1. Les trois niveaux de signature électronique

Signature électronique simple (SES)

C’est le niveau le plus basique : une case à cocher, un clic sur « j’accepte », une signature scannée. Le règlement eIDAS ne lui impose aucune exigence technique particulière — elle bénéficie néanmoins du principe de non-discrimination de l’article 25§1 : un juge ne peut pas la rejeter au seul motif qu’elle est électronique. Mais en pratique, sa force probatoire reste faible car elle n’apporte aucune garantie technique d’identification du signataire ni d’intégrité du document. En cas de contestation, la charge de la preuve pèse lourdement sur celui qui s’en prévaut.

Signature électronique avancée (AdES)

L’article 26 du règlement pose quatre exigences cumulatives pour qu’une signature soit qualifiée d’« avancée » : elle doit être liée au signataire de manière univoque, permettre de l’identifier, être créée à l’aide de données de création de signature électronique que le signataire peut, avec un niveau de confiance élevé, utiliser sous son contrôle exclusif, et être liée aux données associées de telle sorte que toute modification ultérieure des données soit détectable. Concrètement, cela suppose une authentification robuste du signataire (souvent par un lien envoyé à une adresse vérifiée ou une vérification d’identité) et un scellement cryptographique du document. C’est le niveau le plus utilisé en pratique commerciale (contrats B2B, RH) car il offre un bon compromis entre robustesse et simplicité d’usage.

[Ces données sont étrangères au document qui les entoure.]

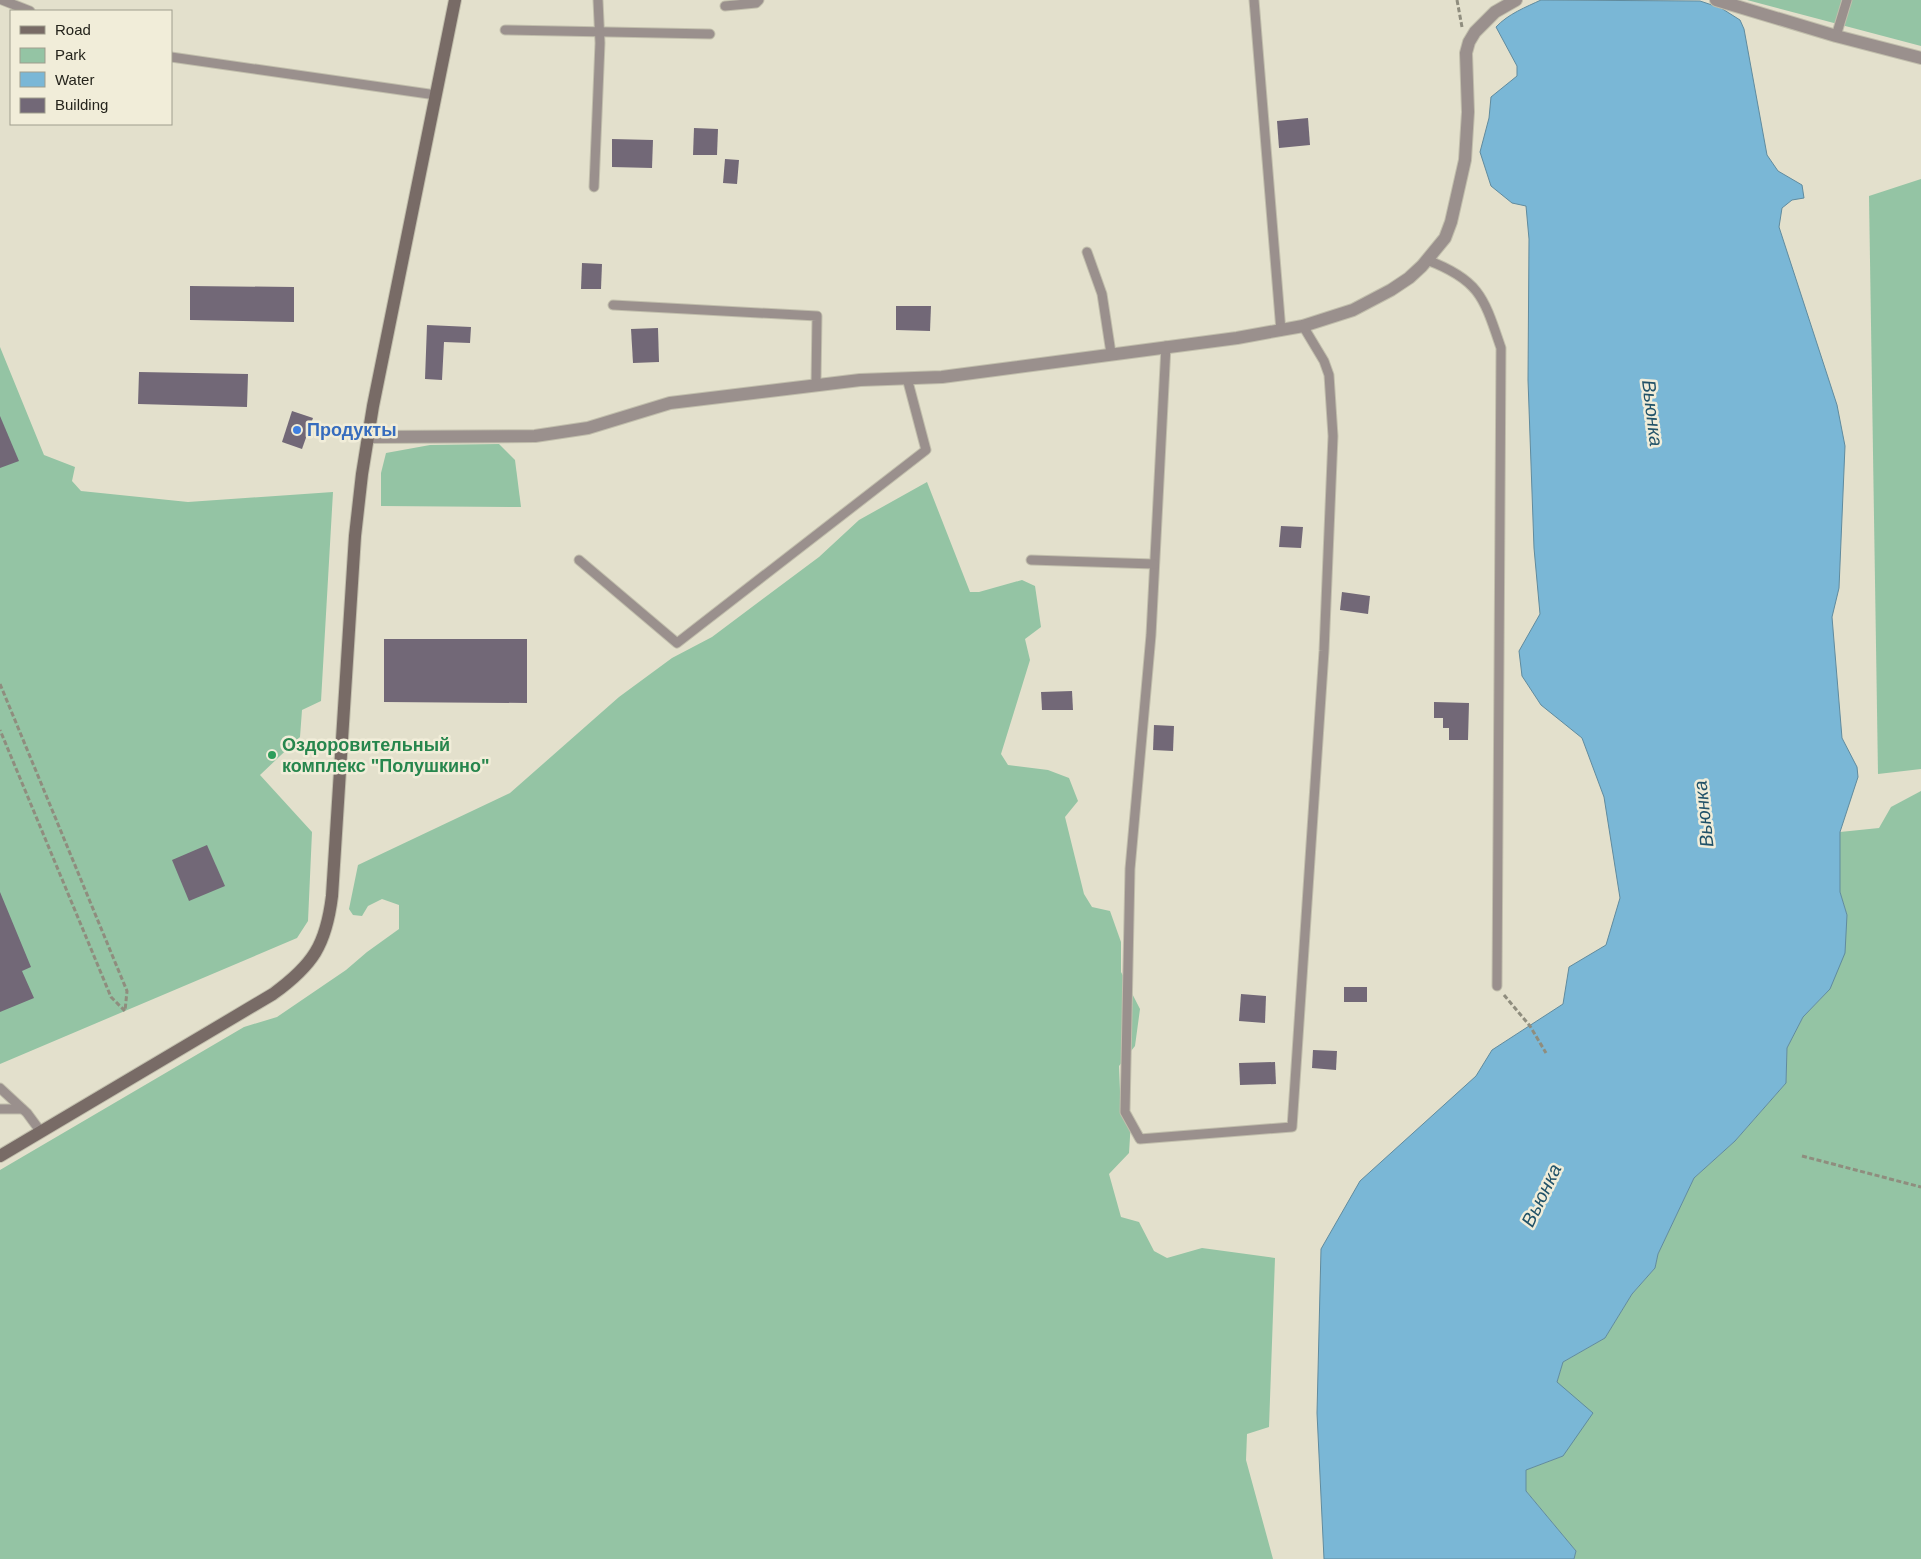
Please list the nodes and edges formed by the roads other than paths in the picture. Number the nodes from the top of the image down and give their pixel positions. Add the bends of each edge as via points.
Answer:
1 (2, 0) edge
2 (455, 0) edge
3 (598, 0) edge
4 (759, 0) edge
5 (1254, 0) edge
6 (1516, 0) edge
7 (1716, 0) edge
8 (1847, 0) edge
9 (725, 6) dead end
10 (27, 10) edge
11 (505, 30) dead end
12 (599, 31) junction
13 (710, 34) dead end
14 (1836, 36) junction
15 (172, 57) edge
16 (1921, 58) edge
17 (436, 95) junction
18 (594, 187) dead end
19 (1087, 252) dead end
20 (1427, 260) junction
21 (613, 305) dead end
22 (1303, 326) junction
23 (1281, 331) junction
24 (1166, 346) junction
25 (1111, 353) junction
26 (907, 378) junction
27 (816, 384) junction
28 (368, 436) junction
29 (578, 560) dead end
30 (1032, 560) dead end
31 (1154, 564) junction
32 (1497, 986) road end
33 (0, 1088) edge
34 (0, 1109) edge
35 (22, 1109) junction
36 (41, 1132) junction
37 (0, 1156) edge

1 - 10 lane
2 - 17 main road
3 - 12 lane
4 - 9 lane
5 - 23 lane
6 - 20 street via 1495,12 1469,42 1466,52 1468,112 1465,160 1445,238
7 - 14 street
8 - 14 lane
11 - 12 lane
12 - 13 lane
12 - 18 lane
14 - 16 street
15 - 17 lane
17 - 28 main road
19 - 25 lane via 1102,294
20 - 22 street via 1409,278 1372,301
20 - 32 lane via 1452,270 1475,287 1486,303 1501,348
21 - 27 lane via 817,316
22 - 23 street
22 - 31 lane via 1329,375 1333,436 1324,651 1292,1127 1140,1139 1125,1112 1130,869 1146,716
23 - 24 street
24 - 25 street
24 - 31 lane
25 - 26 street via 942,377
26 - 27 street
26 - 29 lane via 926,450 677,643
27 - 28 street via 670,403 588,428 535,436
28 - 36 main road via 355,536 332,896 327,929 319,950 306,968 273,994
30 - 31 lane
33 - 35 lane
34 - 35 lane
35 - 36 lane
36 - 37 main road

Signature électronique qualifiée (QES)

L’article 3, point 12 du règlement définit la signature qualifiée comme une signature électronique avancée qui est en plus créée par un dispositif de création de signature électronique qualifié et qui repose sur un certificat qualifié de signature électronique. C’est le niveau le plus exigeant : il suppose une vérification d’identité forte du signataire (souvent en face à face ou par un moyen équivalent), un dispositif de création sécurisé (le plus souvent une clé cryptographique protégée matériellement), et un certificat délivré par un prestataire qualifié. C’est le seul niveau auquel le règlement attache un effet juridique automatique équivalent à la signature manuscrite.

2. La valeur juridique : ce que dit précisément eIDAS

Le principe de non-discrimination (article 25§1)

Ce principe protège toutes les signatures électroniques, y compris simples : un effet juridique et une recevabilité comme preuve en justice ne peuvent pas être refusés à une signature au seul motif qu’elle se présente sous forme électronique. Cela ne veut pas dire que toute signature électronique a la même force probante — cela veut dire qu’aucune n’est disqualifiée d’office.

L’équivalence avec la signature manuscrite (article 25§2)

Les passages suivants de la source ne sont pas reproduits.